Central Dabari
- Full name: Central United Football Club
- Founded: 2018; 7 years ago
- Chairman: Morea Vavine Kamo Kini
- League: Papua New Guinea National Soccer League
- 2021: TBA

= Central United F.C. (Papua New Guinea) =

Association football club in Central Province, PNG

Central Dabari FC, sometimes known as Central United, is a professional association football club based in Central Province, Papua New Guinea. The club was established in 2018.

The club has first taken part in the 2019 edition of the Papua New Guinea National Soccer League, having been drawn into the Southern Conference.

== History ==
The club was launched on 14 December 2018 at a fundraising dinner in Port Moresby. Co-owner Kamo Kini suggested that the club would be made up of players from rural areas within the Central Province, given that several players from this region had achieved success in the past, including PNG internationals Kema Jack, David Aua and Patrick Aisa. Before the start of the 2019 Papua New Guinea National Soccer League season, the club held a sevens tournament in Kaparoko village.

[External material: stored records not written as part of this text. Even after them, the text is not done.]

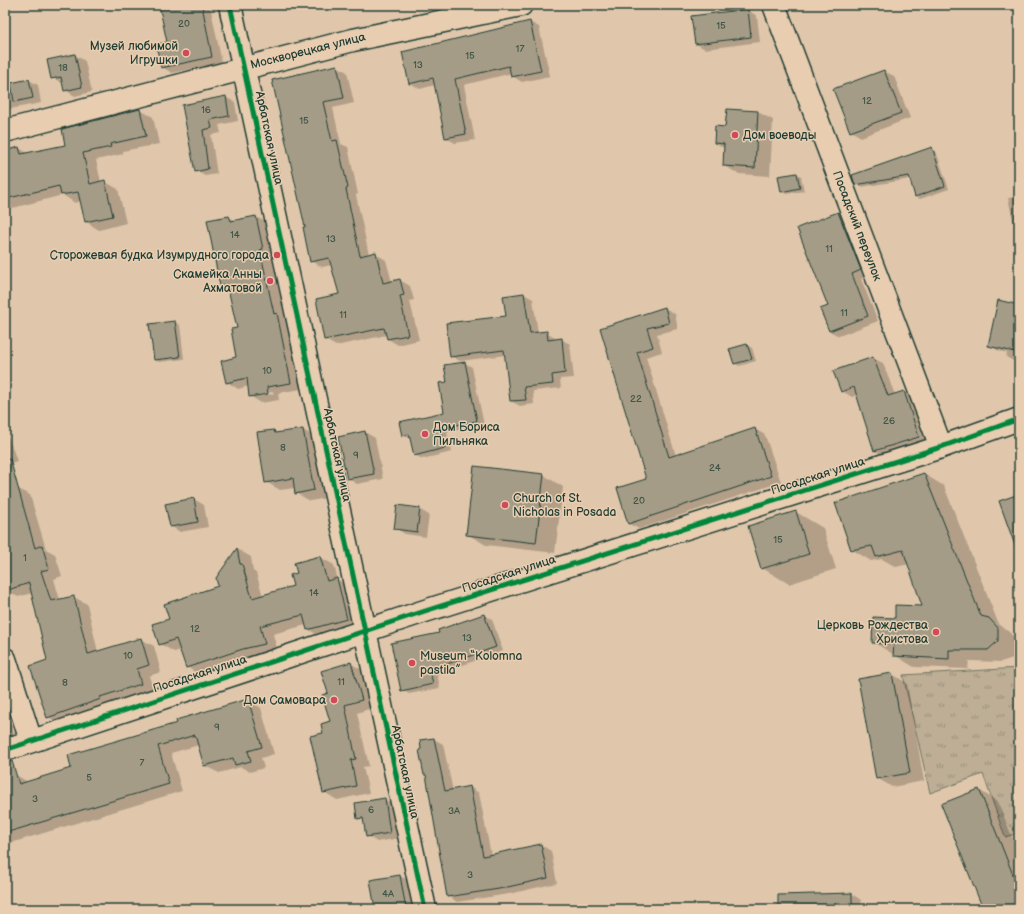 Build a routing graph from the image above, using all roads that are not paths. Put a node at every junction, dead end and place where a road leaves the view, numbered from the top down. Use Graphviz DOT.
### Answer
graph roads {
  1 [pos="230,5"];
  2 [pos="521,5"];
  3 [pos="774,5"];
  4 [pos="244,67"];
  5 [pos="5,131"];
  6 [pos="1019,419"];
  7 [pos="941,447"];
  8 [pos="364,631"];
  9 [pos="5,659"];
  10 [pos="31,741"];
  11 [pos="5,750"];
  12 [pos="425,909"];
  1 -- 4 [label="street, Арбатская улица"];
  2 -- 4 [label="street, Москворецкая улица"];
  3 -- 7 [label="street, Посадский переулок"];
  4 -- 5 [label="street, Москворецкая улица"];
  4 -- 8 [label="street, Арбатская улица"];
  6 -- 7 [label="street, Посадская улица"];
  7 -- 8 [label="street, Посадская улица"];
  8 -- 10 [label="street, Посадская улица"];
  8 -- 12 [label="street, Арбатская улица"];
  9 -- 10 [label="street"];
  10 -- 11 [label="street, Посадская улица"];
} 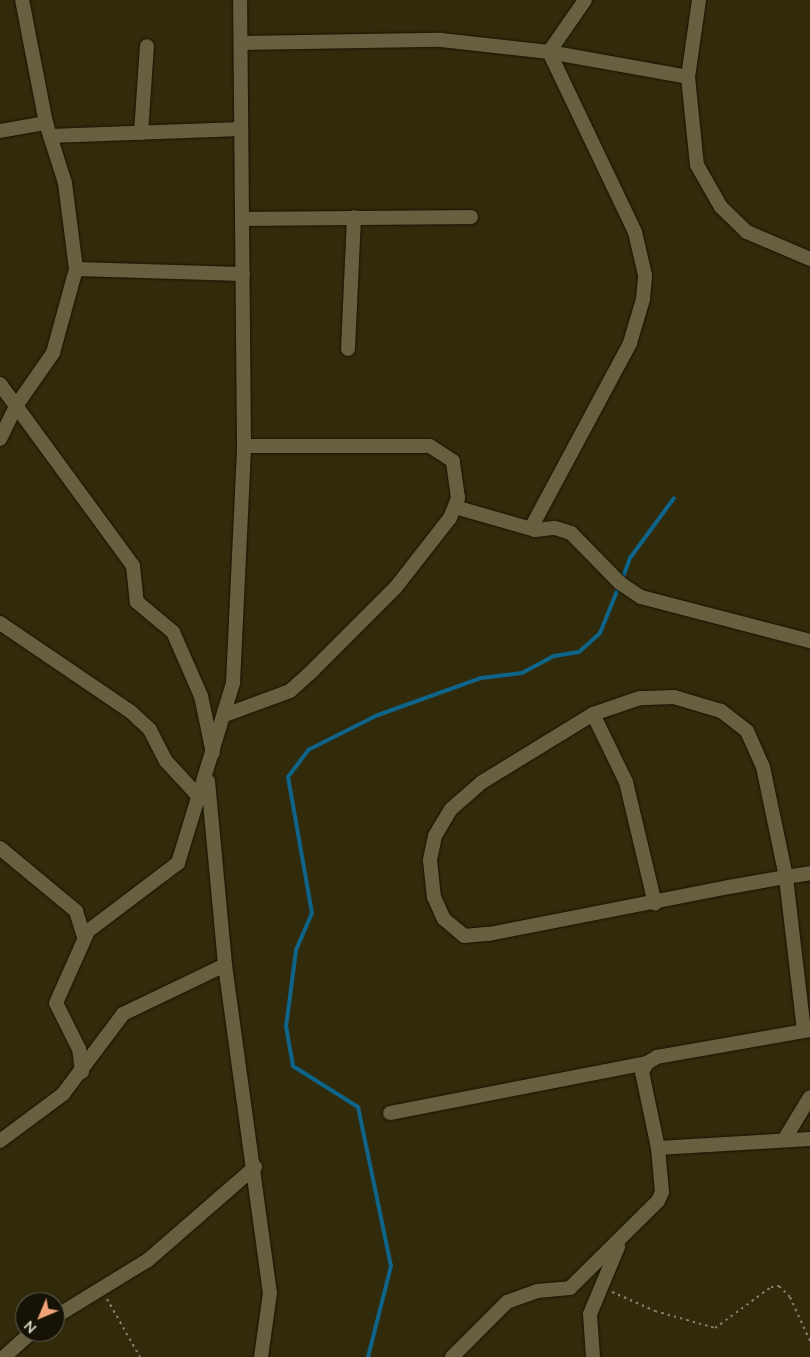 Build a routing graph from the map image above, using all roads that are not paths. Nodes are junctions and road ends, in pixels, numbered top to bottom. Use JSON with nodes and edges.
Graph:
{"nodes":[{"id":1,"x":22,"y":0,"type":"edge"},
{"id":2,"x":240,"y":0,"type":"edge"},
{"id":3,"x":585,"y":0,"type":"edge"},
{"id":4,"x":699,"y":0,"type":"edge"},
{"id":5,"x":241,"y":43,"type":"junction"},
{"id":6,"x":147,"y":46,"type":"dead end"},
{"id":7,"x":549,"y":52,"type":"junction"},
{"id":8,"x":688,"y":77,"type":"junction"},
{"id":9,"x":242,"y":129,"type":"junction"},
{"id":10,"x":48,"y":130,"type":"junction"},
{"id":11,"x":0,"y":131,"type":"edge"},
{"id":12,"x":141,"y":133,"type":"junction"},
{"id":13,"x":354,"y":217,"type":"junction"},
{"id":14,"x":471,"y":217,"type":"dead end"},
{"id":15,"x":242,"y":219,"type":"junction"},
{"id":16,"x":810,"y":259,"type":"edge"},
{"id":17,"x":76,"y":268,"type":"junction"},
{"id":18,"x":243,"y":274,"type":"junction"},
{"id":19,"x":348,"y":349,"type":"dead end"},
{"id":20,"x":0,"y":384,"type":"edge"},
{"id":21,"x":16,"y":406,"type":"junction"},
{"id":22,"x":0,"y":439,"type":"edge"},
{"id":23,"x":244,"y":446,"type":"junction"},
{"id":24,"x":454,"y":507,"type":"junction"},
{"id":25,"x":531,"y":528,"type":"junction"},
{"id":26,"x":0,"y":624,"type":"edge"},
{"id":27,"x":810,"y":641,"type":"edge"},
{"id":28,"x":593,"y":714,"type":"junction"},
{"id":29,"x":225,"y":715,"type":"junction"},
{"id":30,"x":213,"y":756,"type":"junction"},
{"id":31,"x":208,"y":776,"type":"junction"},
{"id":32,"x":200,"y":798,"type":"junction"},
{"id":33,"x":0,"y":848,"type":"edge"},
{"id":34,"x":810,"y":873,"type":"edge"},
{"id":35,"x":786,"y":877,"type":"junction"},
{"id":36,"x":655,"y":904,"type":"junction"},
{"id":37,"x":84,"y":938,"type":"junction"},
{"id":38,"x":225,"y":965,"type":"junction"},
{"id":39,"x":807,"y":1031,"type":"edge"},
{"id":40,"x":647,"y":1063,"type":"junction"},
{"id":41,"x":82,"y":1072,"type":"junction"},
{"id":42,"x":810,"y":1097,"type":"edge"},
{"id":43,"x":390,"y":1113,"type":"dead end"},
{"id":44,"x":810,"y":1139,"type":"edge"},
{"id":45,"x":784,"y":1140,"type":"junction"},
{"id":46,"x":0,"y":1141,"type":"edge"},
{"id":47,"x":658,"y":1148,"type":"junction"},
{"id":48,"x":255,"y":1167,"type":"junction"},
{"id":49,"x":622,"y":1238,"type":"junction"},
{"id":50,"x":65,"y":1311,"type":"edge"},
{"id":51,"x":21,"y":1342,"type":"edge"},
{"id":52,"x":4,"y":1357,"type":"edge"},
{"id":53,"x":261,"y":1357,"type":"edge"},
{"id":54,"x":452,"y":1357,"type":"edge"},
{"id":55,"x":594,"y":1357,"type":"edge"}],
"edges":[{"from":1,"to":10,"type":"street"},
{"from":2,"to":5,"type":"street"},
{"from":3,"to":7,"type":"street"},
{"from":4,"to":8,"type":"street"},
{"from":5,"to":7,"type":"street"},
{"from":5,"to":9,"type":"street"},
{"from":6,"to":12,"type":"street"},
{"from":7,"to":8,"type":"street"},
{"from":7,"to":25,"type":"street"},
{"from":8,"to":16,"type":"street"},
{"from":9,"to":12,"type":"street"},
{"from":9,"to":15,"type":"street"},
{"from":10,"to":11,"type":"street"},
{"from":10,"to":12,"type":"street"},
{"from":10,"to":17,"type":"street"},
{"from":13,"to":14,"type":"street"},
{"from":13,"to":15,"type":"street"},
{"from":13,"to":19,"type":"street"},
{"from":15,"to":18,"type":"street"},
{"from":17,"to":18,"type":"street"},
{"from":17,"to":21,"type":"street"},
{"from":18,"to":23,"type":"street"},
{"from":20,"to":21,"type":"street"},
{"from":21,"to":22,"type":"street"},
{"from":21,"to":30,"type":"street"},
{"from":23,"to":24,"type":"street"},
{"from":23,"to":29,"type":"street"},
{"from":24,"to":25,"type":"street"},
{"from":24,"to":29,"type":"street"},
{"from":25,"to":27,"type":"street"},
{"from":26,"to":32,"type":"street"},
{"from":28,"to":35,"type":"street"},
{"from":28,"to":36,"type":"street"},
{"from":28,"to":36,"type":"street"},
{"from":29,"to":30,"type":"street"},
{"from":30,"to":31,"type":"street"},
{"from":31,"to":32,"type":"street"},
{"from":31,"to":38,"type":"street"},
{"from":32,"to":37,"type":"street"},
{"from":33,"to":37,"type":"street"},
{"from":34,"to":35,"type":"street"},
{"from":35,"to":36,"type":"street"},
{"from":35,"to":39,"type":"street"},
{"from":37,"to":41,"type":"street"},
{"from":38,"to":41,"type":"street"},
{"from":38,"to":48,"type":"street"},
{"from":39,"to":40,"type":"street"},
{"from":40,"to":43,"type":"street"},
{"from":40,"to":47,"type":"street"},
{"from":41,"to":46,"type":"street"},
{"from":42,"to":45,"type":"street"},
{"from":44,"to":45,"type":"street"},
{"from":45,"to":47,"type":"street"},
{"from":47,"to":49,"type":"street"},
{"from":48,"to":50,"type":"street"},
{"from":48,"to":53,"type":"street"},
{"from":49,"to":54,"type":"street"},
{"from":49,"to":55,"type":"street"},
{"from":51,"to":52,"type":"street"}]} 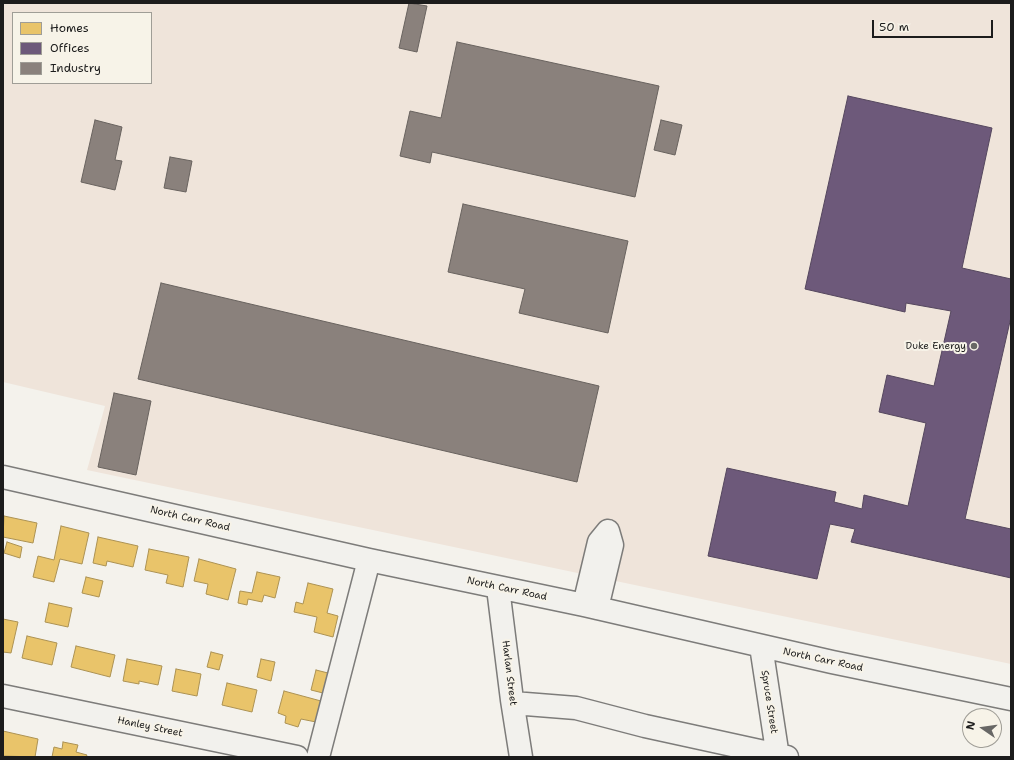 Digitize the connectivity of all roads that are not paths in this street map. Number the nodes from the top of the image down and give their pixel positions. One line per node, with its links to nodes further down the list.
1 (3, 477): 2 (street, North Carr Road)
2 (369, 560): 3 (street, North Carr Road); 10 (street)
3 (498, 588): 4 (street, North Carr Road); 7 (street, Harlan Street)
4 (761, 646): 6 (street, North Carr Road); 8 (street, Spruce Street)
5 (3, 696): 9 (street, Hanley Street)
6 (1011, 699)
7 (513, 703): 8 (street); 11 (street, Harlan Street)
8 (781, 756)
9 (297, 757)
10 (318, 757)
11 (521, 757) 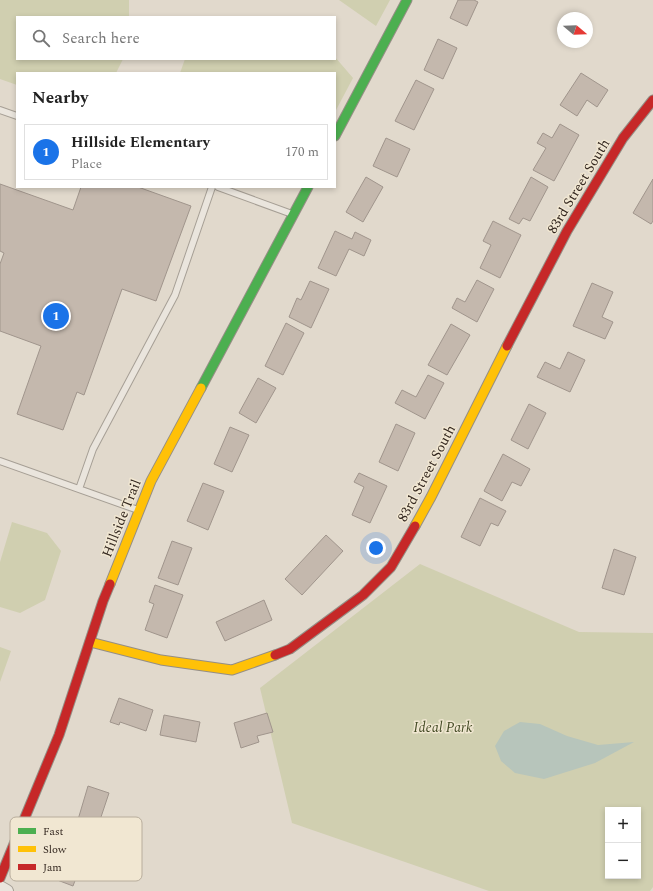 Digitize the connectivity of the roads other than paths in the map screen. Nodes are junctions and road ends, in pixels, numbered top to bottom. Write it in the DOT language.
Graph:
graph roads {
  1 [pos="408,0"];
  2 [pos="653,100"];
  3 [pos="0,110"];
  4 [pos="16,116"];
  5 [pos="336,134"];
  6 [pos="212,188"];
  7 [pos="221,188"];
  8 [pos="307,188"];
  9 [pos="294,214"];
  10 [pos="0,461"];
  11 [pos="79,489"];
  12 [pos="139,511"];
  13 [pos="90,642"];
  14 [pos="25,817"];
  15 [pos="10,854"];
  16 [pos="0,878"];
  17 [pos="0,887"];
  18 [pos="7,891"];
  1 -- 5 [label="street"];
  2 -- 13 [label="street, 83rd Street South"];
  3 -- 4 [label="lane"];
  6 -- 11 [label="lane"];
  7 -- 9 [label="lane"];
  8 -- 9 [label="street, Hillside Trail"];
  9 -- 12 [label="street, Hillside Trail"];
  10 -- 11 [label="lane"];
  11 -- 12 [label="lane"];
  12 -- 13 [label="street, Hillside Trail"];
  13 -- 14 [label="street, Hillside Trail"];
  15 -- 16 [label="street, Hillside Trail"];
  17 -- 18 [label="street"];
}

The club was confirmed into the Southern Conference of the Papua New Guinea National Soccer League in January 2019, and won their opening match against the more experienced Gulf Komara 2–1, with goals from Sebastian Kepi and Opu Karo. The team continued this good start with three wins from their opening five matches, including one against former league runners-up Eastern Stars, but consecutive 2–0 defeats, to eight-time champions Hekari United and FC Bougainville, left them fifth at the half-way stage of the season.

2–1 victories against playoff rivals Komara and Bougainville at the end of March put them in a good position to challenge for qualification to the next stage of the competition, but another defeat to Hekari followed by a 6–2 defeat at the hands of Eastern Stars – after having been 2–0 ahead – put their qualification in doubt. A 6–1 defeat against Port Moresby United ended their qualification hopes, and the club eventually finished 5th in the conference.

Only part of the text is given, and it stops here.